Former hostage tells US lawmakers: Women I was held with were ‘touched’ by Hamas captors
Jacob Magid is The Times of Israel's US bureau chief
Former hostage Aviva Seigel tells the US House Foreign Affairs Committee that she saw girls held with her after they were “touched” by their Hamas captors, in an emotional testimony in which she details the difficult conditions under which she was held for 51 days.
“I was starved while they ate in front of me,” she recalls, adding that she was constantly thirsty because the hostages were given little water.

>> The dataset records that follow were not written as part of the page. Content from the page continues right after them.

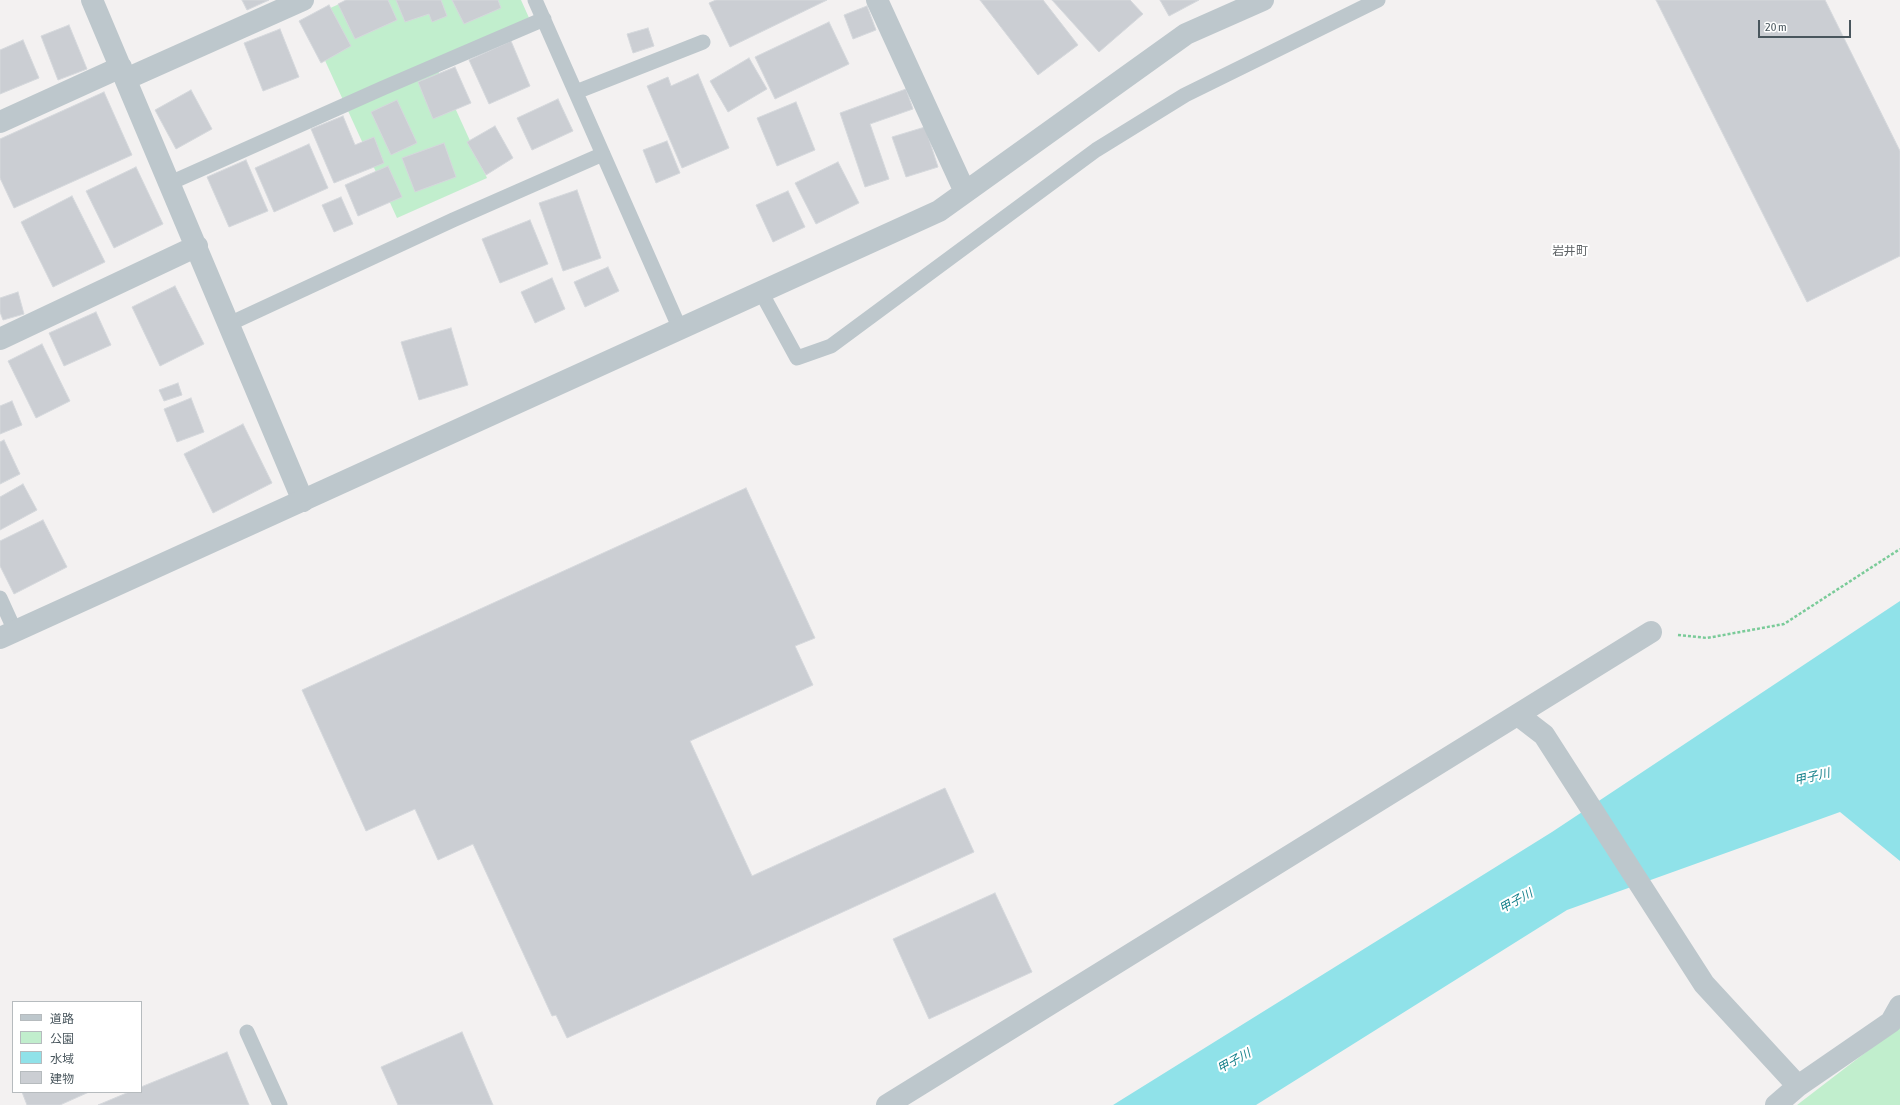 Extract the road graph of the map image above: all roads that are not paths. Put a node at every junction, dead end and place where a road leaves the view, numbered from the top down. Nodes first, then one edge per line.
1 (92, 0) edge
2 (302, 0) edge
3 (535, 0) edge
4 (1263, 0) edge
5 (1378, 0) edge
6 (880, 1) edge
7 (544, 19) junction
8 (703, 42) dead end
9 (124, 73) junction
10 (576, 92) junction
11 (0, 122) edge
12 (603, 154) junction
13 (170, 183) junction
14 (965, 192) junction
15 (196, 246) junction
16 (761, 292) junction
17 (229, 324) junction
18 (680, 329) junction
19 (0, 339) edge
20 (303, 501) junction
21 (0, 598) edge
22 (1651, 632) road end
23 (8, 635) edge
24 (1518, 715) junction
25 (1900, 1006) edge
26 (247, 1032) dead end
27 (1798, 1086) junction
28 (280, 1105) edge
29 (887, 1105) edge
30 (1776, 1105) edge

1 - 9 street
2 - 9 street
3 - 7 lane
4 - 14 street
5 - 16 lane
6 - 14 street
7 - 10 lane
7 - 13 lane
8 - 10 lane
9 - 11 street
9 - 13 street
10 - 12 lane
12 - 17 lane
12 - 18 lane
13 - 15 street
14 - 16 street
15 - 17 street
15 - 19 street
16 - 18 street
17 - 20 street
18 - 20 street
20 - 23 street
21 - 23 lane
22 - 24 street
24 - 27 street
24 - 29 street
25 - 27 street
26 - 28 lane
27 - 30 street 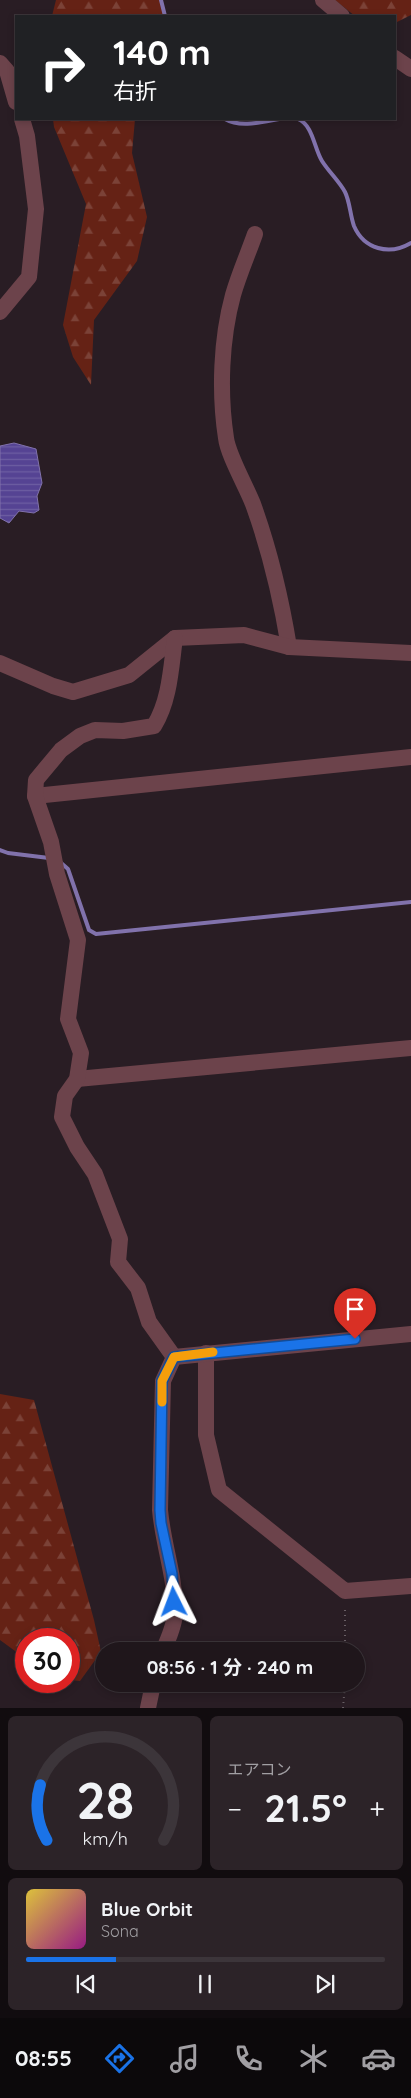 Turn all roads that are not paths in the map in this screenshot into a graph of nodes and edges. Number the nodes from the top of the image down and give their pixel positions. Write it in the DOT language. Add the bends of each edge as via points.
graph roads {
  1 [pos="323,0"];
  2 [pos="341,15"];
  3 [pos="396,59"];
  4 [pos="0,63"];
  5 [pos="411,70"];
  6 [pos="15,99"];
  7 [pos="22,120"];
  8 [pos="255,234"];
  9 [pos="0,312"];
  10 [pos="175,638"];
  11 [pos="289,647"];
  12 [pos="411,653"];
  13 [pos="0,663"];
  14 [pos="411,757"];
  15 [pos="35,796"];
  16 [pos="411,1048"];
  17 [pos="77,1079"];
  18 [pos="411,1334"];
  19 [pos="206,1353"];
  20 [pos="174,1357"];
  21 [pos="411,1586"];
  22 [pos="166,1642"];
  23 [pos="151,1692"];
  24 [pos="148,1708"];
  1 -- 2 [label="street"];
  3 -- 5 [label="street"];
  4 -- 6 [label="street" via="7,71"];
  7 -- 9 [label="street" via="36,209 30,276"];
  8 -- 11 [label="street" via="233,295 225,343 223,396 226,440 269,552"];
  10 -- 11 [label="street" via="244,635"];
  10 -- 13 [label="street" via="129,675 73,692"];
  10 -- 15 [label="street" via="166,696 154,726 123,731 95,730 80,736 61,750 36,780"];
  11 -- 12 [label="street"];
  14 -- 15 [label="street"];
  15 -- 17 [label="street" via="78,940 68,1019 81,1054"];
  16 -- 17 [label="street"];
  17 -- 20 [label="street" via="65,1096 62,1117 94,1174 120,1239 118,1262 138,1288 149,1322"];
  18 -- 19 [label="street"];
  19 -- 20 [label="street"];
  19 -- 21 [label="street" via="206,1435 219,1490 345,1591"];
  20 -- 22 [label="street" via="162,1381 160,1510 172,1574 175,1616"];
  23 -- 24 [label="street"];
} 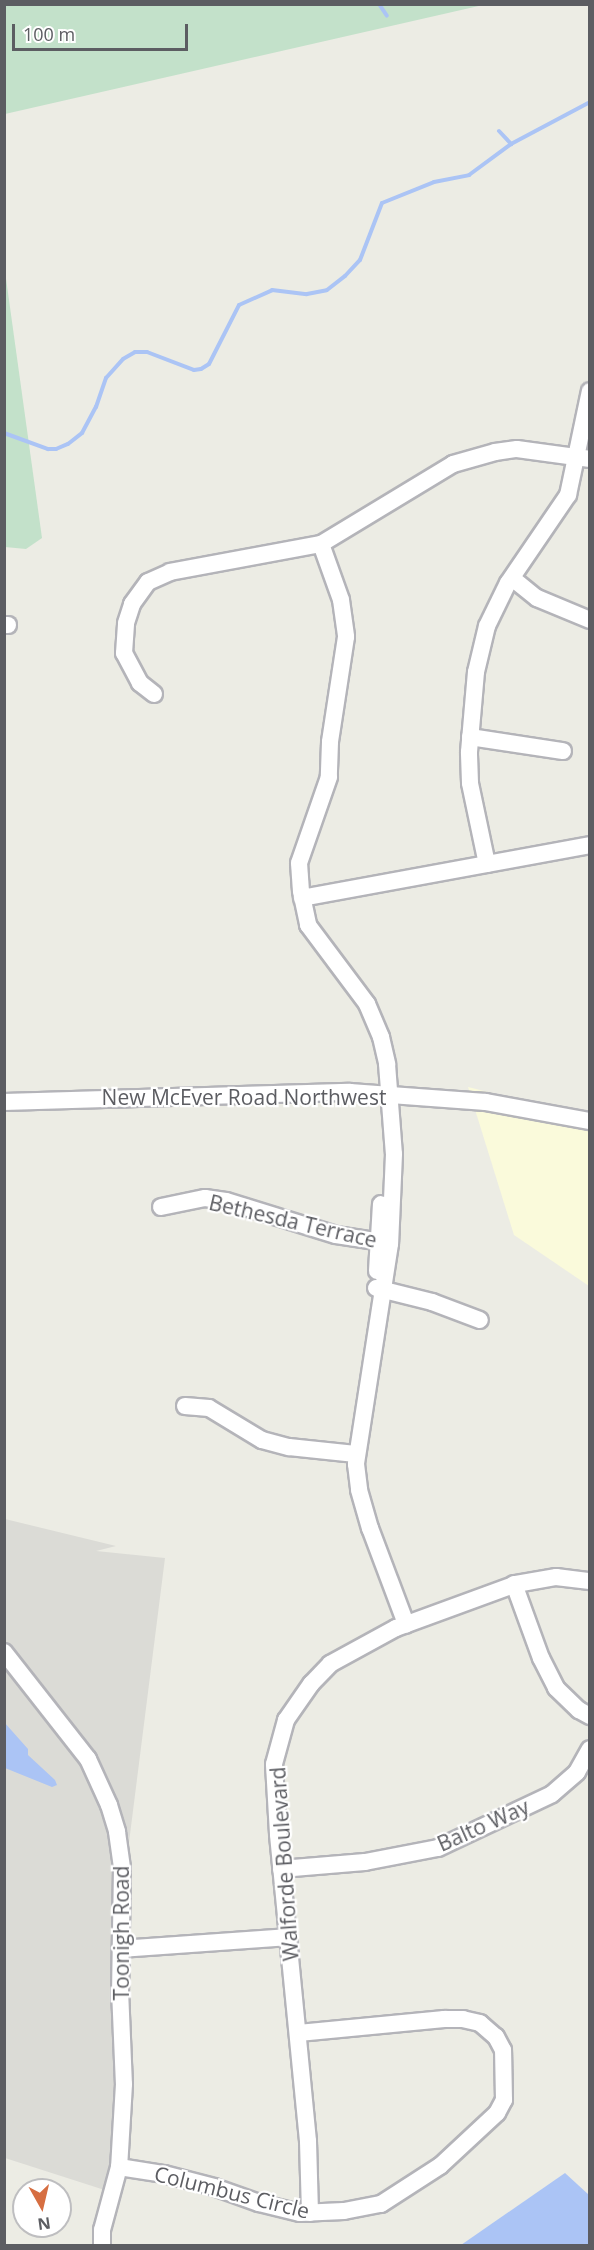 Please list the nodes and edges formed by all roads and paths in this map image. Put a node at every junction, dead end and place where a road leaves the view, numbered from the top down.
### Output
1 (590, 391) edge
2 (583, 458) edge
3 (321, 544) junction
4 (512, 578) junction
5 (590, 620) edge
6 (154, 694) dead end
7 (470, 736) junction
8 (563, 751) dead end
9 (590, 844) edge
10 (487, 864) junction
11 (302, 898) junction
12 (389, 1096) junction
13 (4, 1102) edge
14 (590, 1121) edge
15 (161, 1207) dead end
16 (384, 1243) junction
17 (380, 1289) junction
18 (480, 1320) dead end
19 (185, 1406) dead end
20 (351, 1454) junction
21 (590, 1581) edge
22 (514, 1584) junction
23 (401, 1626) junction
24 (4, 1652) edge
25 (590, 1716) edge
26 (590, 1749) edge
27 (281, 1869) junction
28 (289, 1936) junction
29 (121, 1948) junction
30 (299, 2033) junction
31 (119, 2167) junction
32 (310, 2213) junction
33 (102, 2246) edge

1 - 2 street
2 - 3 street
2 - 4 street
3 - 6 street
3 - 11 street
4 - 5 street
4 - 7 street
7 - 8 street
7 - 10 street
9 - 10 street
10 - 11 street
11 - 12 street
12 - 13 street, New McEver Road Northwest
12 - 14 street, New McEver Road Northwest
12 - 16 street
15 - 16 street, Bethesda Terrace
16 - 17 street
17 - 18 street
17 - 20 street
19 - 20 street
20 - 23 street
21 - 22 street, Walforde Boulevard
22 - 23 street, Walforde Boulevard
22 - 25 street
23 - 27 street, Walforde Boulevard
24 - 29 street, Toonigh Road
26 - 27 street, Balto Way
27 - 28 street, Walforde Boulevard
28 - 29 street
28 - 30 street, Walforde Boulevard
29 - 31 street, Toonigh Road
30 - 32 street, Walforde Boulevard
30 - 32 street, Columbus Circle
31 - 32 street, Columbus Circle
31 - 33 street, Toonigh Road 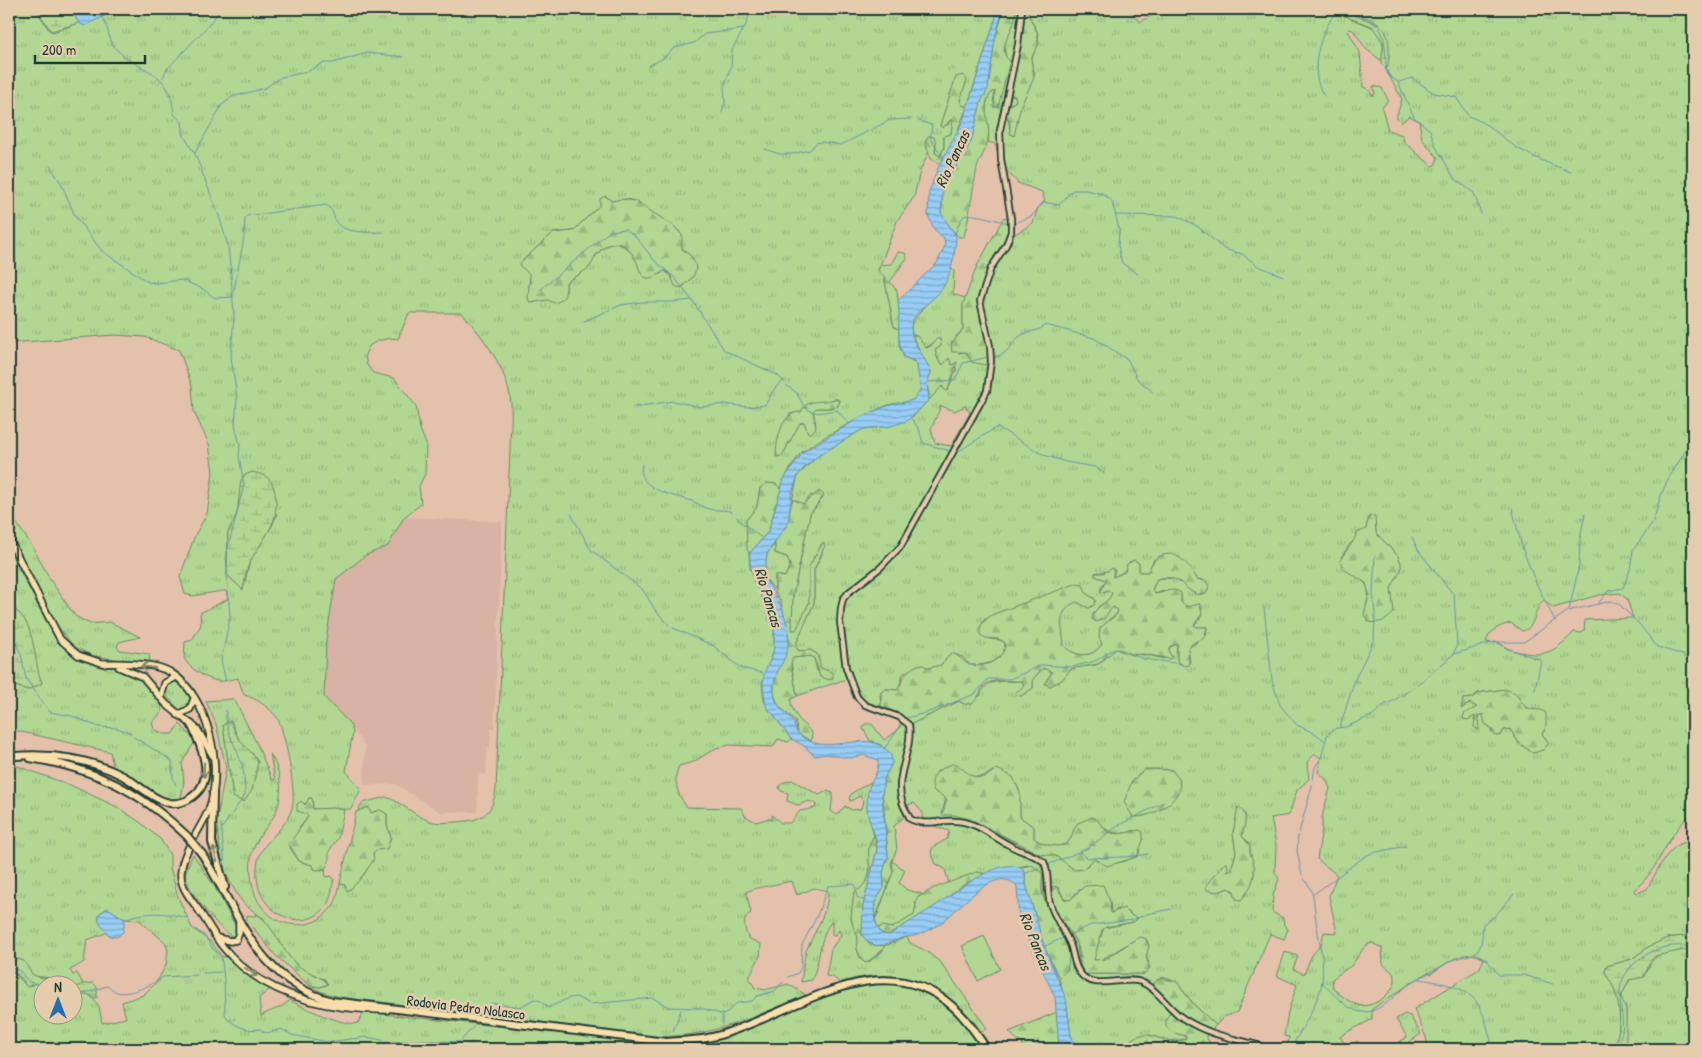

Seigel — whose husband, American-Israeli hostage Keith Seigel, is still being held in Gaza — says she and other hostages weren’t allowed to sit or stand and that their only human right while in captivity was deciding whether they’d lie on their back or on their side.
There was little oxygen and it was difficult to breathe, she says, highlighting the plight of those who have been in captivity underground for a period eight months longer than her. Seigel was released as part of the last hostage deal between Israel and Hamas in late November.
She recalls looking at her husband as they lay together in an underground tunnel, struggling to breathe, and praying to herself that she would die first so that she wouldn’t have to see him dead.
Seigel says she and those she was kept with were beaten and tortured.
“I saw the girls coming back after they were touched. I saw the girls coming back after they were forced to take a shower with the door open, when it was the first time that anybody saw their body,” Seigel says.
They weren’t allowed to hug each other or cry.
“Now, I’m here, thinking about Keith and the girls, and it’s too much for me to handle because I know where they are and who they’re with,” she says.
She calls on Prime Minister Benjamin Netanyahu to accept the hostage deal on the table. It’s possible to end the war today, but if the sides wait, it could spiral out of control and it will then no longer be possible to save the hostages, Seigel warns.
Turning to the US lawmakers, Seigel says: “I’m asking you all, please help us. I’m begging. We need them back as soon as possible. I do not want Keith dead.”